TLDR
- Paul Tudor Jones increased his IREN stake by 57%, buying 11.58 million more shares to reach 31.8 million total, valued at ~$73 million.
- Jones is shifting from options to common stock, signaling a longer-term, high-conviction position.
- He compares the AI boom to late 1999 and predicts markets have “another two years to run and 40% to go.”
- IREN has a $5.5 billion combined deal with Nvidia and a $9.7 billion contract with Microsoft.
- Wall Street’s average price target of $69.90 implies ~23% upside from current levels.
Paul Tudor Jones has added 11.58 million shares of IREN to his portfolio, lifting his total position to 31.8 million shares — a 57% increase — according to Tudor Investment Corp’s Q1 2026 13F filing. The equity stake is now worth close to $73 million.
The move comes alongside a notable shift in how Jones is holding his IREN exposure. His call options dropped by 50% and puts fell by 28%, meaning he’s moving out of derivatives and into the stock itself. That typically signals a longer-term, more committed view on the company.
IREN closed at $56.83 on Friday, down 2.21%, but was up 3.36% in premarket Tuesday. Year-to-date, the stock is up 50.46%, well ahead of the Nasdaq Composite’s 13.38% gain over the same period.
Jones has been vocal about why. In a recent CNBC interview, he said he “bought more AI stocks” and is targeting infrastructure over software. He pointed to hyperscalers committing what he estimates will be “1% of GDP” to infrastructure buildout — and IREN, which provides high-density power and data center services, sits directly in that spending path.

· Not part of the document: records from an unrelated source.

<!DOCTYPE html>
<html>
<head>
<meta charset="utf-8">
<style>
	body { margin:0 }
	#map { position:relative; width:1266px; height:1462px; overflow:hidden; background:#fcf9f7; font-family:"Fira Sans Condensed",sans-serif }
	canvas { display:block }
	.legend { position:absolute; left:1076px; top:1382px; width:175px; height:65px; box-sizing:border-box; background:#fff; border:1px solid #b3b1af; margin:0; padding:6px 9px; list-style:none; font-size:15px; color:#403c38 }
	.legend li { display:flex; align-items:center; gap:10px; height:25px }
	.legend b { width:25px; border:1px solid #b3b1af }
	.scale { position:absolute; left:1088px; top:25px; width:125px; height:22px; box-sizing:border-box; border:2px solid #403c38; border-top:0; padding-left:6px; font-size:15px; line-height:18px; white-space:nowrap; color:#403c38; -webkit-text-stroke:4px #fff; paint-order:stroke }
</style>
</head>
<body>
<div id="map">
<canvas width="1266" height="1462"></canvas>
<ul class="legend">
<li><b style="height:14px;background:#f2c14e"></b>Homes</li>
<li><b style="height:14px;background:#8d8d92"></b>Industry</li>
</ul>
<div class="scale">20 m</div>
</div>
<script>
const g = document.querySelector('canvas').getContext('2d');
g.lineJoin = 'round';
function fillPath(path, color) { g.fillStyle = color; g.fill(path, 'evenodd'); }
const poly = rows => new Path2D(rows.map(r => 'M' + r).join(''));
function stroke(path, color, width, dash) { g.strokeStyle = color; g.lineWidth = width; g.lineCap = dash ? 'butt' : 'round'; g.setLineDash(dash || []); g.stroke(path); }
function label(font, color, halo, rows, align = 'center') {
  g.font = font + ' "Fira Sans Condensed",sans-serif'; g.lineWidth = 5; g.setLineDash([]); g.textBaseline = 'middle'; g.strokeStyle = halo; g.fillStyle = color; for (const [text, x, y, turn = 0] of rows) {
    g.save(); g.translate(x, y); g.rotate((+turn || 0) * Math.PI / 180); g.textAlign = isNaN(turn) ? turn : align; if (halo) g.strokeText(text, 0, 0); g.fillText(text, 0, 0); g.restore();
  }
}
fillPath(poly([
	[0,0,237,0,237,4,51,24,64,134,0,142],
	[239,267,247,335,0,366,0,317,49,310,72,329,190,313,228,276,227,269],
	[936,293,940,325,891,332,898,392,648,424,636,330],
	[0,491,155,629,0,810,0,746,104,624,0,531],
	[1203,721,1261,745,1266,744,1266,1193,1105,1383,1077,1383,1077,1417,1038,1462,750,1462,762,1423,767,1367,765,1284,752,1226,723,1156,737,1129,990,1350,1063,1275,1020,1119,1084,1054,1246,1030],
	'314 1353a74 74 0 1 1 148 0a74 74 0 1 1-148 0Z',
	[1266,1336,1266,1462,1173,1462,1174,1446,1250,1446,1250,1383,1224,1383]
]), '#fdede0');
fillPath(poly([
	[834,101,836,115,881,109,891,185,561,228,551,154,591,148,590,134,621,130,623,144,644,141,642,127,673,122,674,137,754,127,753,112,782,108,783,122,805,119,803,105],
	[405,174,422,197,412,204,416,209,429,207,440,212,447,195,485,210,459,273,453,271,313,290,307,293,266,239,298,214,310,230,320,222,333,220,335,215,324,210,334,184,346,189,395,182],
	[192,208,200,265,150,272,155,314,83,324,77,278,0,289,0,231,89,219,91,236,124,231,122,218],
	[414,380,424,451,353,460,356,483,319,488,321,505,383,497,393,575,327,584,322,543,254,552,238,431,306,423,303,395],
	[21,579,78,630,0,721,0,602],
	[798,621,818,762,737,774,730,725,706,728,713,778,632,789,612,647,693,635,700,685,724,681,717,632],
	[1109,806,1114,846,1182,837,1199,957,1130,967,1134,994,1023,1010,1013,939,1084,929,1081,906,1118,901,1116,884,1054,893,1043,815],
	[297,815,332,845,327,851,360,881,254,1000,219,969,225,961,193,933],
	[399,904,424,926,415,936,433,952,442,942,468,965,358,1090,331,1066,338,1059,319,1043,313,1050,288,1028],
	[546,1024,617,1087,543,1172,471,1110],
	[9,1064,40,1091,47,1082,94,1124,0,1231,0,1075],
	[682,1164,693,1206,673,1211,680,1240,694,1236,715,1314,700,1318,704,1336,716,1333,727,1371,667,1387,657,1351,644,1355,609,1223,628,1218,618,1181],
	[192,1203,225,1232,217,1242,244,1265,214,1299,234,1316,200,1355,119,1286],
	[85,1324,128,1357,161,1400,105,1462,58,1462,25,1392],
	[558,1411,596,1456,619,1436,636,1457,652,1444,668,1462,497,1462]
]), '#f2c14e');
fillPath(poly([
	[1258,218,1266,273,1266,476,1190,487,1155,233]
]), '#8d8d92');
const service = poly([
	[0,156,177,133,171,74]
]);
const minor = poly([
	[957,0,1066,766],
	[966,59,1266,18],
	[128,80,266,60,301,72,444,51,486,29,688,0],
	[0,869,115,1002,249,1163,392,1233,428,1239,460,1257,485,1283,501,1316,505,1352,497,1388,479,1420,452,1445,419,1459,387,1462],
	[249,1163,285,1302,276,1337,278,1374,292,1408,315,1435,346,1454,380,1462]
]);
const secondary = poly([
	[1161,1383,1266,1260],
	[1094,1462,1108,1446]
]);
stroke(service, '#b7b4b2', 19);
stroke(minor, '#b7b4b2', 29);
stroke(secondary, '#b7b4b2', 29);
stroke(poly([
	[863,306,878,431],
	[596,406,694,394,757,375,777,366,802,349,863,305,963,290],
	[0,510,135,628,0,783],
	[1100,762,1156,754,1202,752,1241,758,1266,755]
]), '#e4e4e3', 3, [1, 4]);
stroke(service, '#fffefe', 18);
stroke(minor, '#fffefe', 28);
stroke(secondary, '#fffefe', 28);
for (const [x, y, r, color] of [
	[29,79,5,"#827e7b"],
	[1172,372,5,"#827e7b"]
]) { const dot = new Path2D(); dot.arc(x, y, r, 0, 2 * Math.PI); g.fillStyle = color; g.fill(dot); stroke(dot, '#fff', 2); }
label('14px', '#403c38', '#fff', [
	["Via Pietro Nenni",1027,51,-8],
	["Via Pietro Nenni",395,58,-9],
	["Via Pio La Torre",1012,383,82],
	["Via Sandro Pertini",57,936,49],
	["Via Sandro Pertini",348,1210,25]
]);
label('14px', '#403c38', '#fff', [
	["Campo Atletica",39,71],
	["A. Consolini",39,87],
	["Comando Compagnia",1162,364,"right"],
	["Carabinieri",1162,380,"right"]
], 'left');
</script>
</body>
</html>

His macro framing is hard to ignore. Jones likens the current AI moment to the PC adoption of 1981 and the internet in 1995. He’s drawing a direct line to late 1999, saying “we continue to feel like ’99” and that the market has “another two years to run and 40% to go.”
What’s Driving Analyst Optimism
IREN has been busy. The company recently announced a combined $5.5 billion deal with Nvidia — $3.4 billion in cloud services purchases from Nvidia, plus a potential $2.1 billion equity stake from the chip giant. Compass Point analyst Michael Donovan called the deal a validation of IREN’s “ability to monetize air-cooled infrastructure with a strategic AI customer at scale.”
JPMorgan analyst Richard Choe has flagged a potential conflict of interest: Nvidia is now both a customer and a supplier to IREN. That circular dynamic bears watching.
On the Microsoft side, IREN locked in $3.6 billion in financing to support its $9.7 billion contract with the software giant, first announced in November 2025. Some analysts view the financing terms as favorable for IREN.
The company has also been expanding aggressively. It grew its GPU fleet to 150 units, committed $3.5 billion in AI infrastructure spending for the second half of 2026, and energized its 1.4-gigawatt Sweetwater 1 data center in Texas last month.
Acquisitions Adding Scope
IREN has made three acquisitions recently. The largest is the planned purchase of Ingenostrum (Nostrum Group), a Spanish data center developer. It also announced a $625 million takeover of Mirantis, a private cloud infrastructure firm, and picked up Awaken, a creative and media agency.
Despite a disappointing Q3 fiscal 2026 earnings report, Wall Street’s consensus sits at Moderate Buy — seven Buys, three Holds, one Sell. The average price target of $69.90 implies roughly 23% upside from current levels.